> **Problem details**
Print the entries verbatim, leaving out the images they contain.

-------- Materials provided --------

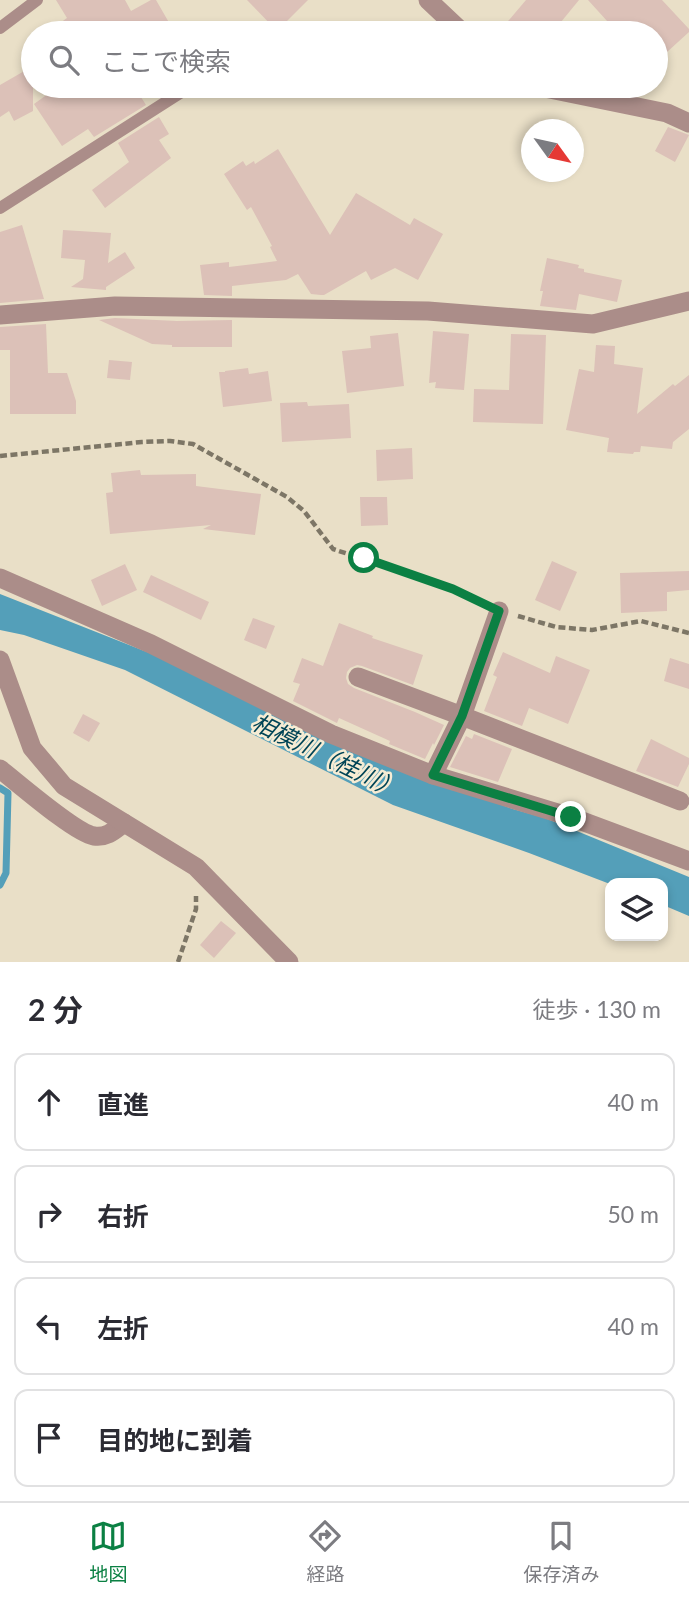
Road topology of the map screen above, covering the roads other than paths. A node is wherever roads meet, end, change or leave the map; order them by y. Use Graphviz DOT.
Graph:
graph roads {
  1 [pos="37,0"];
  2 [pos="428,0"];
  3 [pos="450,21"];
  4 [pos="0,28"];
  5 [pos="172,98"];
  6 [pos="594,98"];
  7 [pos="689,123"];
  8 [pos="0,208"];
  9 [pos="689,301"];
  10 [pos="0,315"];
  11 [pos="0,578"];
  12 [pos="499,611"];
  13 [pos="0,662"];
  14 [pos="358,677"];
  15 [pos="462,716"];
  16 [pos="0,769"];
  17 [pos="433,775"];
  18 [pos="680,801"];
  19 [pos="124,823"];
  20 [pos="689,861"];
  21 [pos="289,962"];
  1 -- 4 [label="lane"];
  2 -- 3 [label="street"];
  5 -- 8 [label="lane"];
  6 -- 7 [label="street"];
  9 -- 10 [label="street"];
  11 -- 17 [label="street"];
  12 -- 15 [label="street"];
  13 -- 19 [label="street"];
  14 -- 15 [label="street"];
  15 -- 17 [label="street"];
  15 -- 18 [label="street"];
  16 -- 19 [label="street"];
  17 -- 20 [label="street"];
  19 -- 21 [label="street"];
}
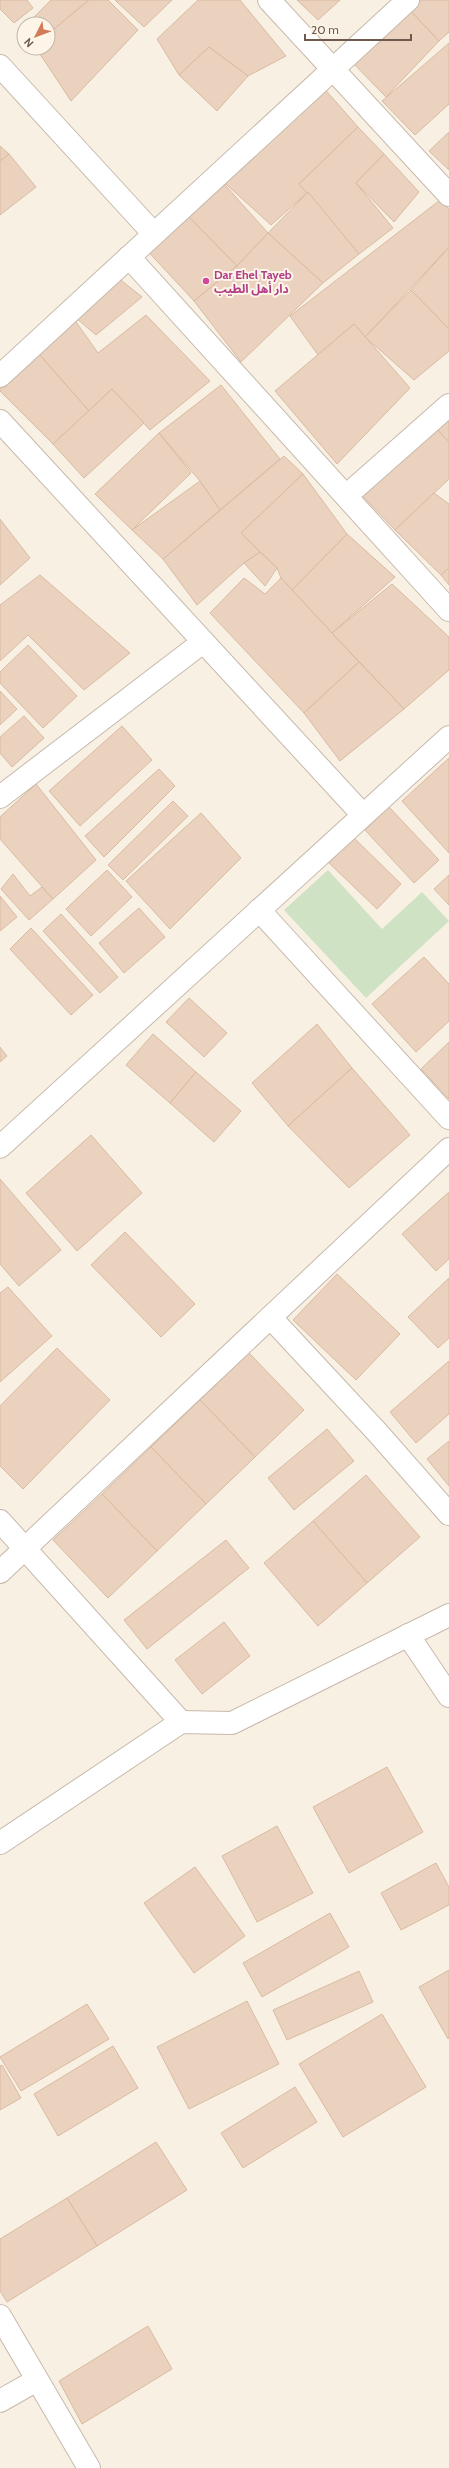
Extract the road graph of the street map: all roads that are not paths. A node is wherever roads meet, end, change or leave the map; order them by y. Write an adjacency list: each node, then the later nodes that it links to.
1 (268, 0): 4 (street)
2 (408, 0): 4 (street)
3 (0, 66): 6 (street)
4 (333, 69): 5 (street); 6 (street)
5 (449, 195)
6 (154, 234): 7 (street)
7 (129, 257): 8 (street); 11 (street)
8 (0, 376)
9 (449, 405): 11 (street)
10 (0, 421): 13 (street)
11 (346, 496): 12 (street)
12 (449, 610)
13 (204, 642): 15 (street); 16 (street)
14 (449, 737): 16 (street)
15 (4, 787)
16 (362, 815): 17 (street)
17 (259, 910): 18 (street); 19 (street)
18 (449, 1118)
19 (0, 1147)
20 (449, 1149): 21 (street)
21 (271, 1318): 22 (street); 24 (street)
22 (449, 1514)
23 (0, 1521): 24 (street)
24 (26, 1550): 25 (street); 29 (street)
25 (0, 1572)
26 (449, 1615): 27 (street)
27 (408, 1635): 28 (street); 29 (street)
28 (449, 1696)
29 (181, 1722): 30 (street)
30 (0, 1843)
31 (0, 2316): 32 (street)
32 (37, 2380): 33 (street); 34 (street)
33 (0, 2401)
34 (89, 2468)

--------

> **Exercise response**
Road topology of the map screen above, covering the roads other than paths. A node is wherever roads meet, end, change or leave the map; order them by y. Use Graphviz DOT.
Graph:
graph roads {
  1 [pos="37,0"];
  2 [pos="428,0"];
  3 [pos="450,21"];
  4 [pos="0,28"];
  5 [pos="172,98"];
  6 [pos="594,98"];
  7 [pos="689,123"];
  8 [pos="0,208"];
  9 [pos="689,301"];
  10 [pos="0,315"];
  11 [pos="0,578"];
  12 [pos="499,611"];
  13 [pos="0,662"];
  14 [pos="358,677"];
  15 [pos="462,716"];
  16 [pos="0,769"];
  17 [pos="433,775"];
  18 [pos="680,801"];
  19 [pos="124,823"];
  20 [pos="689,861"];
  21 [pos="289,962"];
  1 -- 4 [label="lane"];
  2 -- 3 [label="street"];
  5 -- 8 [label="lane"];
  6 -- 7 [label="street"];
  9 -- 10 [label="street"];
  11 -- 17 [label="street"];
  12 -- 15 [label="street"];
  13 -- 19 [label="street"];
  14 -- 15 [label="street"];
  15 -- 17 [label="street"];
  15 -- 18 [label="street"];
  16 -- 19 [label="street"];
  17 -- 20 [label="street"];
  19 -- 21 [label="street"];
}
Extract the road graph of the street map: all roads that are not paths. A node is wherever roads meet, end, change or leave the map; order them by y. Write an adjacency list: each node, then the later nodes that it links to.
1 (268, 0): 4 (street)
2 (408, 0): 4 (street)
3 (0, 66): 6 (street)
4 (333, 69): 5 (street); 6 (street)
5 (449, 195)
6 (154, 234): 7 (street)
7 (129, 257): 8 (street); 11 (street)
8 (0, 376)
9 (449, 405): 11 (street)
10 (0, 421): 13 (street)
11 (346, 496): 12 (street)
12 (449, 610)
13 (204, 642): 15 (street); 16 (street)
14 (449, 737): 16 (street)
15 (4, 787)
16 (362, 815): 17 (street)
17 (259, 910): 18 (street); 19 (street)
18 (449, 1118)
19 (0, 1147)
20 (449, 1149): 21 (street)
21 (271, 1318): 22 (street); 24 (street)
22 (449, 1514)
23 (0, 1521): 24 (street)
24 (26, 1550): 25 (street); 29 (street)
25 (0, 1572)
26 (449, 1615): 27 (street)
27 (408, 1635): 28 (street); 29 (street)
28 (449, 1696)
29 (181, 1722): 30 (street)
30 (0, 1843)
31 (0, 2316): 32 (street)
32 (37, 2380): 33 (street); 34 (street)
33 (0, 2401)
34 (89, 2468)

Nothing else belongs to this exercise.